YOUR OBJECTIVE
Lines in the listing below that hold "order" are the ones to copy.

RECORDS PROVIDED
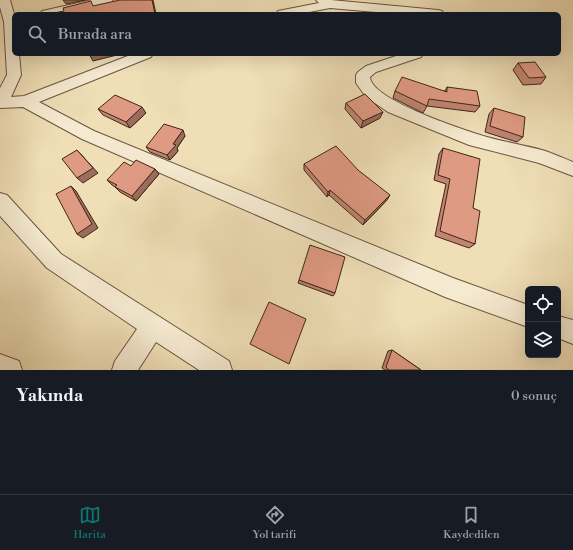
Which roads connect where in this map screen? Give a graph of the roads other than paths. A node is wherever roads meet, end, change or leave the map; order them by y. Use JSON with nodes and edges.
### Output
{"nodes":[{"id":1,"x":4,"y":0,"type":"edge"},
{"id":2,"x":107,"y":0,"type":"edge"},
{"id":3,"x":326,"y":2,"type":"edge"},
{"id":4,"x":55,"y":12,"type":"edge"},
{"id":5,"x":289,"y":12,"type":"edge"},
{"id":6,"x":419,"y":12,"type":"edge"},
{"id":7,"x":12,"y":22,"type":"edge"},
{"id":8,"x":13,"y":56,"type":"edge"},
{"id":9,"x":141,"y":56,"type":"edge"},
{"id":10,"x":410,"y":56,"type":"edge"},
{"id":11,"x":25,"y":100,"type":"junction"},
{"id":12,"x":0,"y":103,"type":"edge"},
{"id":13,"x":573,"y":169,"type":"edge"},
{"id":14,"x":0,"y":201,"type":"edge"},
{"id":15,"x":525,"y":315,"type":"edge"},
{"id":16,"x":153,"y":326,"type":"junction"},
{"id":17,"x":561,"y":328,"type":"edge"},
{"id":18,"x":573,"y":332,"type":"edge"},
{"id":19,"x":0,"y":366,"type":"edge"},
{"id":20,"x":10,"y":370,"type":"edge"},
{"id":21,"x":124,"y":370,"type":"edge"},
{"id":22,"x":220,"y":370,"type":"edge"}],
"edges":[{"from":1,"to":7,"type":"street"},
{"from":2,"to":4,"type":"street"},
{"from":3,"to":5,"type":"street"},
{"from":3,"to":6,"type":"street"},
{"from":8,"to":12,"type":"street"},
{"from":9,"to":11,"type":"street"},
{"from":10,"to":13,"type":"street"},
{"from":11,"to":12,"type":"street"},
{"from":11,"to":15,"type":"street"},
{"from":14,"to":16,"type":"street"},
{"from":16,"to":21,"type":"street"},
{"from":16,"to":22,"type":"street"},
{"from":17,"to":18,"type":"street"},
{"from":19,"to":20,"type":"street"}]}
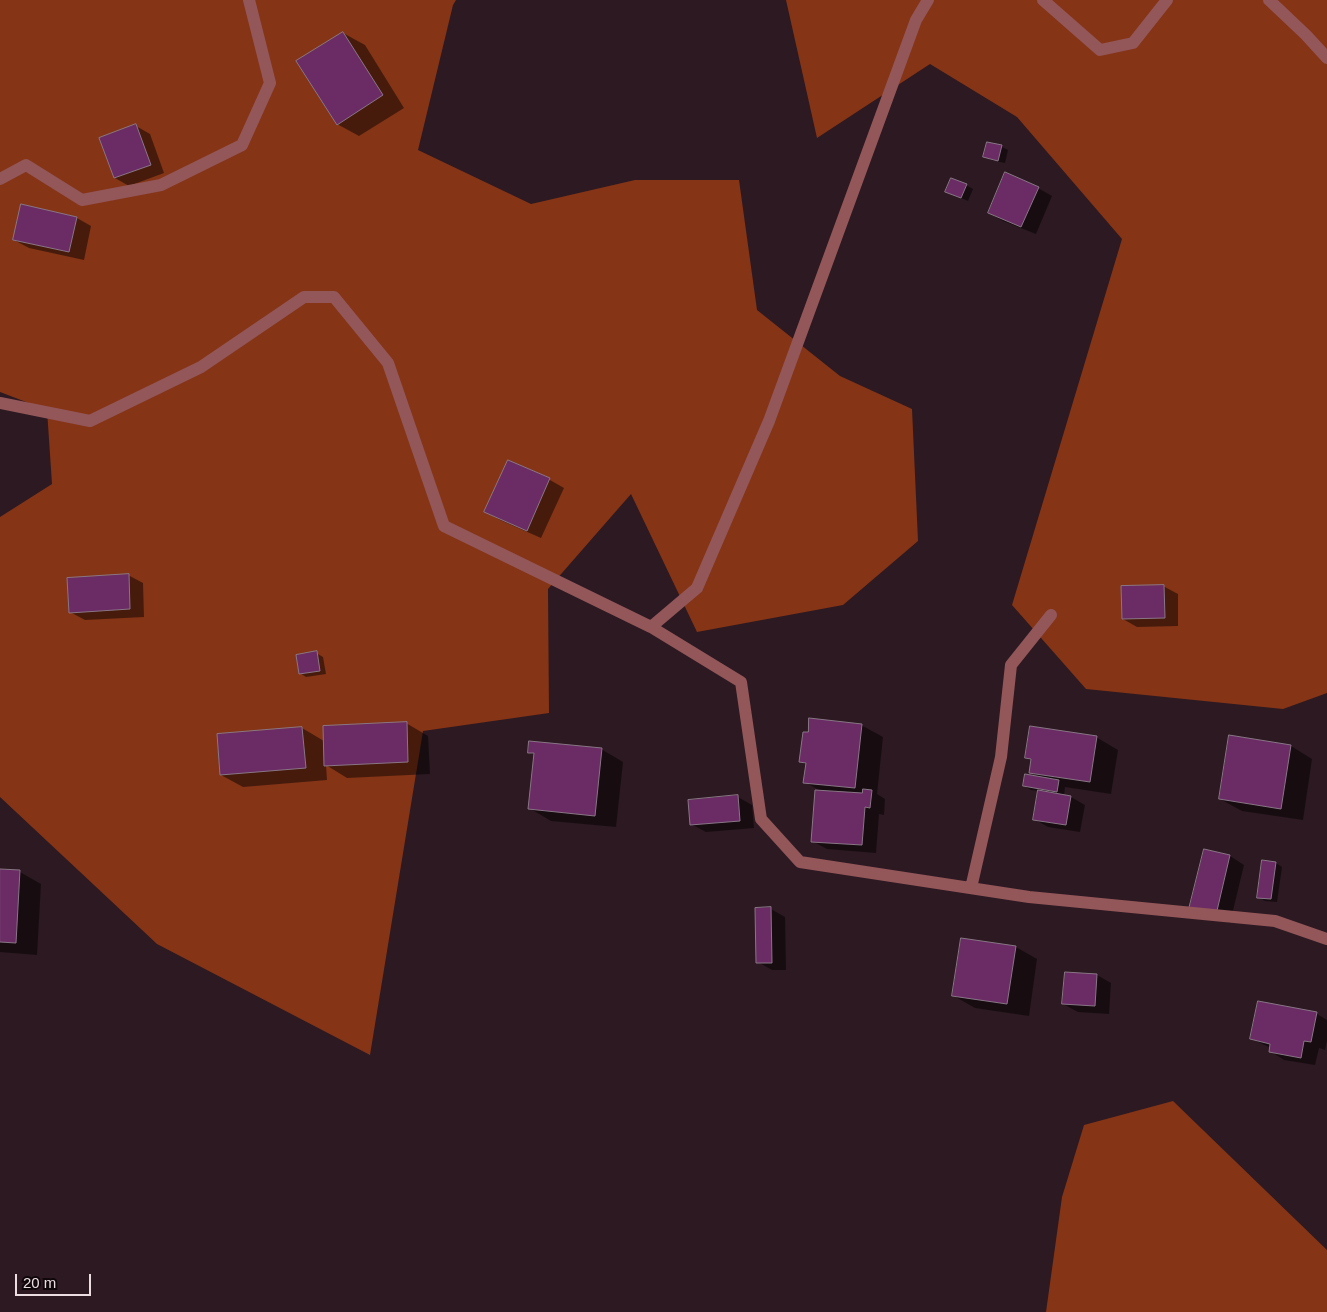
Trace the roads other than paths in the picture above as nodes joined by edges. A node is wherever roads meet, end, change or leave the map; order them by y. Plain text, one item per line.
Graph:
1 (249, 0) edge
2 (928, 0) edge
3 (1043, 0) edge
4 (1167, 0) edge
5 (1269, 0) edge
6 (1327, 58) edge
7 (0, 179) edge
8 (0, 403) edge
9 (1052, 615) dead end
10 (651, 627) junction
11 (971, 888) junction
12 (1327, 939) edge

1 - 7 street
2 - 10 street
3 - 4 street
5 - 6 street
8 - 10 street
9 - 11 street
10 - 11 street
11 - 12 street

WRITTEN ANSWER
Which roads connect where in this map screen? Give a graph of the roads other than paths. A node is wherever roads meet, end, change or leave the map; order them by y. Use JSON with nodes and edges.
Trace the roads other than paths in the picture above as nodes joined by edges. A node is wherever roads meet, end, change or leave the map; order them by y. Plain text, one item per line.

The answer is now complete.